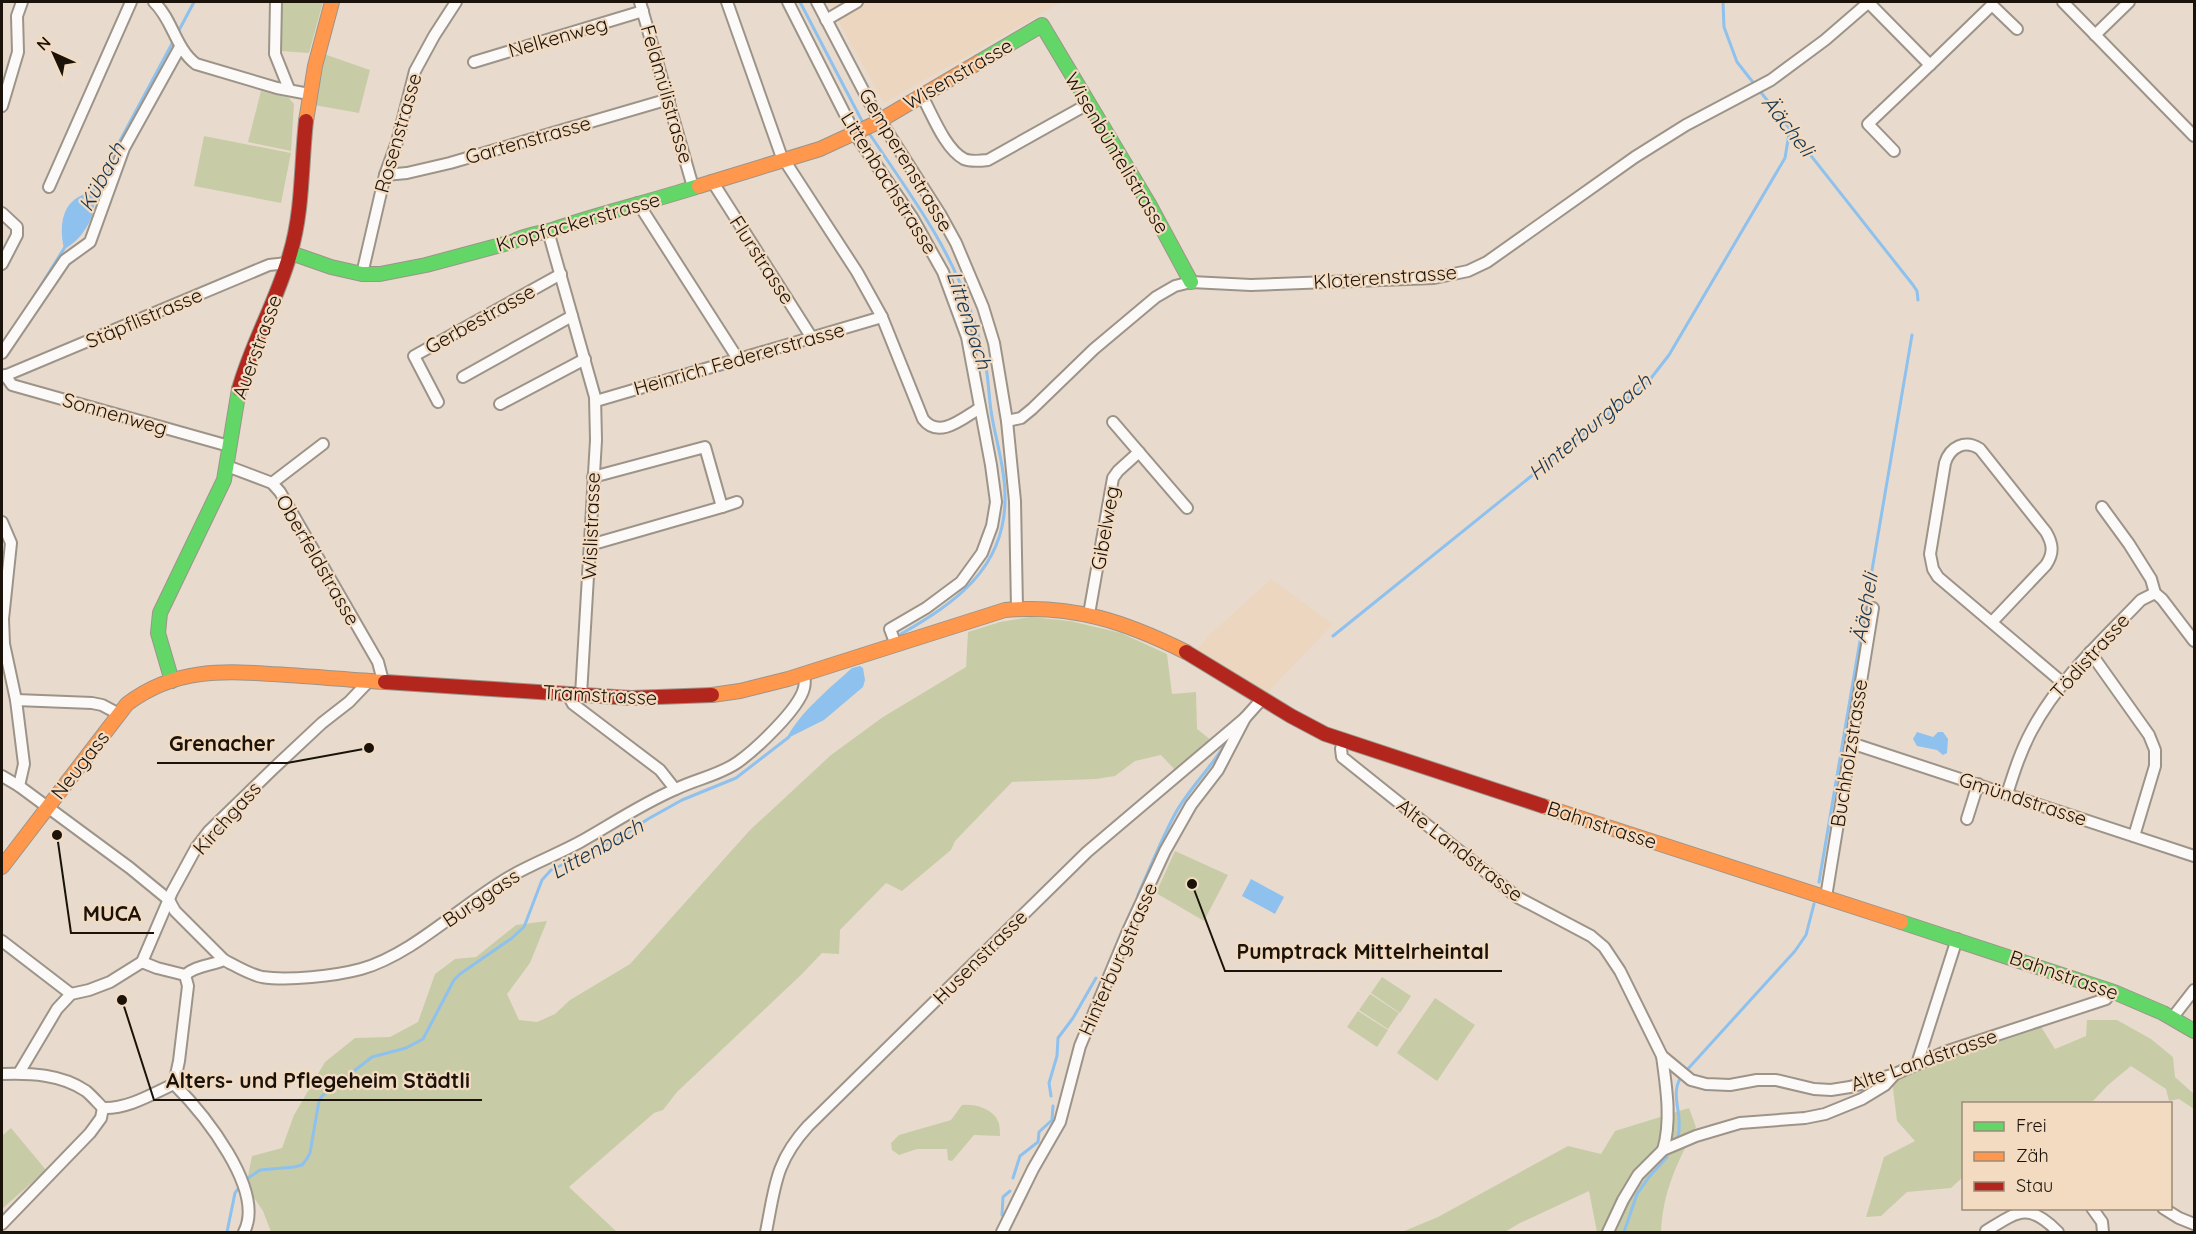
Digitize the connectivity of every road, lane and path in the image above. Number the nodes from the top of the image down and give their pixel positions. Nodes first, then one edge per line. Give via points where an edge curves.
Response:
1 (22, 2) edge
2 (131, 2) edge
3 (154, 2) edge
4 (276, 2) edge
5 (332, 2) edge
6 (456, 2) edge
7 (727, 2) edge
8 (788, 2) edge
9 (817, 2) edge
10 (857, 2) edge
11 (1869, 2) edge
12 (2063, 2) edge
13 (2129, 2) edge
14 (641, 6) edge
15 (826, 20) junction
16 (1042, 25) joint
17 (2017, 29) dead end
18 (2095, 35) junction
19 (179, 45) junction
20 (474, 62) dead end
21 (1930, 65) junction
22 (289, 89) junction
23 (309, 94) junction
24 (922, 96) junction
25 (669, 99) junction
26 (1088, 104) junction
27 (2, 106) edge
28 (868, 127) junction
29 (2194, 136) edge
30 (1894, 152) dead end
31 (785, 161) junction
32 (385, 175) junction
33 (712, 181) junction
34 (49, 187) dead end
35 (693, 187) junction
36 (638, 203) junction
37 (2, 213) edge
38 (548, 231) junction
39 (289, 258) junction
40 (2, 264) edge
41 (362, 274) junction
42 (561, 274) junction
43 (1191, 282) junction
44 (572, 316) junction
45 (882, 317) junction
46 (812, 338) junction
47 (2, 353) edge
48 (585, 359) junction
49 (738, 359) junction
50 (3, 376) edge
51 (463, 377) dead end
52 (596, 401) junction
53 (438, 402) dead end
54 (500, 404) dead end
55 (980, 408) junction
56 (1010, 420) junction
57 (1113, 422) dead end
58 (323, 444) dead end
59 (229, 447) junction
60 (1139, 452) junction
61 (227, 466) junction
62 (593, 477) junction
63 (272, 483) junction
64 (738, 502) dead end
65 (722, 507) junction
66 (2102, 507) dead end
67 (1187, 508) dead end
68 (2, 522) edge
69 (590, 545) junction
70 (2155, 593) junction
71 (1017, 608) junction
72 (1873, 608) dead end
73 (1089, 614) junction
74 (1992, 622) junction
75 (2194, 641) edge
76 (896, 645) junction
77 (2090, 652) junction
78 (804, 674) junction
79 (172, 681) junction
80 (376, 681) junction
81 (2063, 682) junction
82 (575, 695) junction
83 (1262, 699) junction
84 (16, 700) junction
85 (119, 714) junction
86 (1245, 718) junction
87 (1343, 741) junction
88 (1851, 743) junction
89 (2, 776) edge
90 (1978, 784) junction
91 (19, 786) junction
92 (675, 789) junction
93 (2007, 794) junction
94 (46, 808) junction
95 (1967, 819) dead end
96 (2134, 836) junction
97 (2194, 856) edge
98 (2, 867) edge
99 (1826, 897) junction
100 (169, 900) junction
101 (1957, 939) junction
102 (2, 941) edge
103 (224, 960) junction
104 (142, 962) junction
105 (185, 975) junction
106 (2194, 990) edge
107 (2112, 991) junction
108 (71, 994) junction
109 (2173, 1017) junction
110 (2194, 1031) edge
111 (1662, 1056) junction
112 (1917, 1064) junction
113 (19, 1073) junction
114 (2, 1074) edge
115 (1895, 1074) junction
116 (174, 1084) junction
117 (103, 1108) junction
118 (1663, 1150) junction
119 (2093, 1210) edge
120 (2165, 1210) edge
121 (2, 1224) edge
122 (2194, 1224) edge
123 (2000, 1228) edge
124 (1986, 1231) dead end
125 (244, 1233) edge
126 (766, 1233) edge
127 (1002, 1233) edge
128 (1608, 1233) edge
129 (2058, 1233) edge
130 (2103, 1233) edge

1 - 27 street via 17,16 18,52
2 - 34 street
3 - 19 street
4 - 22 street via 275,54
5 - 23 main road, Auerstrasse
6 - 32 street, Rosenstrasse via 415,71
7 - 31 street
8 - 28 street, Littenbachstrasse
9 - 15 street, Gemperenstrasse
10 - 15 street
11 - 21 street
11 - 43 street, Kloterenstrasse via 1800,60 1645,151 1516,244 1468,271 1401,280 1251,285
12 - 18 street
13 - 18 street
14 - 20 street, Nelkenweg
14 - 25 street, Feldmülistrasse
15 - 28 street, Gemperenstrasse
16 - 24 main road, Wisenstrasse
16 - 26 main road, Wisenbüntelistrasse
17 - 21 street via 1992,5
18 - 29 street
19 - 22 street via 196,64
19 - 47 street via 124,148 90,242 64,260
21 - 30 street via 1868,124
22 - 23 street
23 - 39 main road, Auerstrasse via 298,218
24 - 26 street via 954,152 966,160 978,161 987,160
24 - 28 main road, Wisenstrasse
25 - 32 street, Gartenstrasse via 450,163
25 - 35 street, Feldmülistrasse
26 - 43 main road, Wisenbüntelistrasse
28 - 31 main road, Kropfackerstrasse
28 - 55 street, Littenbachstrasse via 943,272 967,337
28 - 56 street, Gemperenstrasse via 940,214 968,272 994,343
31 - 33 main road, Kropfackerstrasse
31 - 45 street
32 - 41 street, Rosenstrasse
33 - 35 main road, Kropfackerstrasse
33 - 46 street, Flurstrasse
35 - 36 main road, Kropfackerstrasse
36 - 38 main road, Kropfackerstrasse
36 - 49 street
37 - 40 street via 17,227 17,235
38 - 41 main road, Kropfackerstrasse via 398,272
38 - 42 street, Wislistrasse
39 - 41 main road, Kropfackerstrasse
39 - 50 street, Stäpflistrasse
39 - 59 main road, Auerstrasse via 240,385
42 - 44 street, Wislistrasse
42 - 53 street, Gerbestrasse via 414,356
43 - 56 street, Kloterenstrasse via 1155,297 1032,409 1021,418
44 - 48 street, Wislistrasse
44 - 51 street
45 - 46 street, Heinrich Federerstrasse
45 - 55 street via 931,428 946,427
46 - 49 street, Heinrich Federerstrasse
48 - 52 street, Wislistrasse
48 - 54 street
49 - 52 street, Heinrich Federerstrasse
50 - 59 street, Sonnenweg via 12,385
52 - 62 street, Wislistrasse
55 - 76 street, Littenbachstrasse via 996,502 992,526 982,553 961,582 890,629
56 - 71 street, Gemperenstrasse
57 - 60 street
58 - 63 street
59 - 61 main road, Auerstrasse
60 - 67 street
60 - 73 street, Gibelweg via 1113,478
61 - 63 street, Oberfeldstrasse
61 - 79 main road, Auerstrasse via 224,480 160,613 158,633
62 - 65 street via 708,445
62 - 69 street, Wislistrasse
63 - 80 street, Oberfeldstrasse via 378,662
64 - 65 street
65 - 69 street
66 - 70 street via 2151,579
68 - 84 street via 11,543 4,645
69 - 82 street, Wislistrasse
70 - 75 street
70 - 77 street, Tödistrasse via 2141,600
71 - 73 main road, Bahnstrasse via 1042,606
71 - 76 main road, Tramstrasse
72 - 88 street, Buchholzstrasse
73 - 83 main road, Bahnstrasse via 1131,627 1171,646
74 - 74 street via 1938,576 1931,563 1945,463 1950,452 1963,445 1980,449 2052,543 2052,555 2046,565
74 - 81 street
76 - 78 main road, Tramstrasse
77 - 81 street, Tödistrasse
77 - 96 street via 2149,735 2155,750 2155,766
78 - 82 main road, Tramstrasse via 751,689 705,696 669,699
78 - 92 street, Burggass via 804,688 794,707 756,748 727,768
79 - 80 main road, Tramstrasse via 210,671
79 - 85 main road, Neugass via 136,696
80 - 82 main road, Tramstrasse
80 - 100 street, Kirchgass via 322,723 209,831
81 - 93 street, Tödistrasse via 2032,730
82 - 92 street via 573,704 660,770
83 - 86 street, Hinterburgstrasse
83 - 87 main road, Bahnstrasse via 1315,730
84 - 85 street via 92,703
84 - 91 street via 24,764
85 - 94 main road, Neugass
86 - 126 street, Husenstrasse via 1087,852 793,1142 781,1164
86 - 127 street, Hinterburgstrasse via 1218,770 1191,805 1143,898 1080,1046 1060,1122
87 - 99 main road, Bahnstrasse
87 - 111 street, Alte Landstrasse via 1342,757 1516,897 1591,936 1604,947
88 - 90 street, Gmündstrasse
88 - 99 street, Buchholzstrasse
89 - 91 street, Burggass
90 - 93 street, Gmündstrasse
90 - 95 street
91 - 94 street, Burggass
92 - 103 street, Burggass via 496,885 415,942 364,969 292,978 250,973
93 - 96 street, Gmündstrasse
94 - 98 main road, Neugass
94 - 100 street, Burggass
96 - 97 street, Gmündstrasse
99 - 101 main road, Bahnstrasse
100 - 103 street, Burggass
100 - 104 street, Kirchgass
101 - 107 main road, Bahnstrasse
101 - 112 street
102 - 108 street
103 - 105 street via 195,967
104 - 105 street
104 - 108 street via 110,982
105 - 116 street via 188,986
106 - 109 street
107 - 109 main road, Bahnstrasse
107 - 112 street, Alte Landstrasse via 2106,999
108 - 113 street via 57,1009
109 - 110 main road, Bahnstrasse
111 - 115 street, Alte Landstrasse via 1691,1080 1706,1084 1776,1080 1831,1089
111 - 118 street via 1668,1117
112 - 115 street, Alte Landstrasse
113 - 114 street
113 - 117 street via 64,1081 86,1091
115 - 118 street via 1862,1099 1825,1114 1740,1124
116 - 117 street via 139,1100
116 - 125 street via 219,1137 246,1192 249,1209
117 - 121 street via 90,1133
118 - 128 street via 1638,1175
119 - 130 street via 2102,1222
120 - 122 street
123 - 124 street
123 - 129 street via 2012,1214 2023,1212 2040,1217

------------------------------------

▶ [What to work on] Look over the material above and report each line holding "Kloterenstrasse".

▶ [Task answer]
11 - 43 street, Kloterenstrasse via 1800,60 1645,151 1516,244 1468,271 1401,280 1251,285
43 - 56 street, Kloterenstrasse via 1155,297 1032,409 1021,418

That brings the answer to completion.